### WHAT THE TASK REQUIRES
The entries below are to be duplicated exactly, with nothing left out.

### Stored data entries
'''

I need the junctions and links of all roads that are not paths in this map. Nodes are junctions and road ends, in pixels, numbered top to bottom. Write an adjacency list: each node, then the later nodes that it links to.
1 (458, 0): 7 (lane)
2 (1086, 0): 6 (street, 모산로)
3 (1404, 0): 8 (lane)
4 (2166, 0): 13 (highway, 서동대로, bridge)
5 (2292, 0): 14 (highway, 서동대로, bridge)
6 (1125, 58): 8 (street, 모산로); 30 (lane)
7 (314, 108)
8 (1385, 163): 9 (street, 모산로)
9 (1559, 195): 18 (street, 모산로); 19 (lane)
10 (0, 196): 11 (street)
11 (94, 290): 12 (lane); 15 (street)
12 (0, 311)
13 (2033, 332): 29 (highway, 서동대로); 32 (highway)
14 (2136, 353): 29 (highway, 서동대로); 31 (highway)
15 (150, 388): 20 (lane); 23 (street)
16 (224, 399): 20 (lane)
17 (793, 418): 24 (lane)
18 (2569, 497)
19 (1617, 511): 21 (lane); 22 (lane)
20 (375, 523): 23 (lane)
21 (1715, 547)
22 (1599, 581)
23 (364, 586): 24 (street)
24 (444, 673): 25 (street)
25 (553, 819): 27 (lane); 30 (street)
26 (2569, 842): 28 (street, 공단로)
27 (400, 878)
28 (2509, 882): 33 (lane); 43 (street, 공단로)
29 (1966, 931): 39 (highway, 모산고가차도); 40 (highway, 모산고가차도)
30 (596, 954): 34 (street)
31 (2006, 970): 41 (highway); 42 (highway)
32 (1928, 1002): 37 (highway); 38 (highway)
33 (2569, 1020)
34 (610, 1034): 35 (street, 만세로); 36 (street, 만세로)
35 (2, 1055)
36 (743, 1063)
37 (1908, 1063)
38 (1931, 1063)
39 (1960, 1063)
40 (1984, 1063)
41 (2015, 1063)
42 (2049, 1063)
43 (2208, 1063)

'''

### EXERCISE ANSWER
I need the junctions and links of all roads that are not paths in this map. Nodes are junctions and road ends, in pixels, numbered top to bottom. Write an adjacency list: each node, then the later nodes that it links to.
1 (458, 0): 7 (lane)
2 (1086, 0): 6 (street, 모산로)
3 (1404, 0): 8 (lane)
4 (2166, 0): 13 (highway, 서동대로, bridge)
5 (2292, 0): 14 (highway, 서동대로, bridge)
6 (1125, 58): 8 (street, 모산로); 30 (lane)
7 (314, 108)
8 (1385, 163): 9 (street, 모산로)
9 (1559, 195): 18 (street, 모산로); 19 (lane)
10 (0, 196): 11 (street)
11 (94, 290): 12 (lane); 15 (street)
12 (0, 311)
13 (2033, 332): 29 (highway, 서동대로); 32 (highway)
14 (2136, 353): 29 (highway, 서동대로); 31 (highway)
15 (150, 388): 20 (lane); 23 (street)
16 (224, 399): 20 (lane)
17 (793, 418): 24 (lane)
18 (2569, 497)
19 (1617, 511): 21 (lane); 22 (lane)
20 (375, 523): 23 (lane)
21 (1715, 547)
22 (1599, 581)
23 (364, 586): 24 (street)
24 (444, 673): 25 (street)
25 (553, 819): 27 (lane); 30 (street)
26 (2569, 842): 28 (street, 공단로)
27 (400, 878)
28 (2509, 882): 33 (lane); 43 (street, 공단로)
29 (1966, 931): 39 (highway, 모산고가차도); 40 (highway, 모산고가차도)
30 (596, 954): 34 (street)
31 (2006, 970): 41 (highway); 42 (highway)
32 (1928, 1002): 37 (highway); 38 (highway)
33 (2569, 1020)
34 (610, 1034): 35 (street, 만세로); 36 (street, 만세로)
35 (2, 1055)
36 (743, 1063)
37 (1908, 1063)
38 (1931, 1063)
39 (1960, 1063)
40 (1984, 1063)
41 (2015, 1063)
42 (2049, 1063)
43 (2208, 1063)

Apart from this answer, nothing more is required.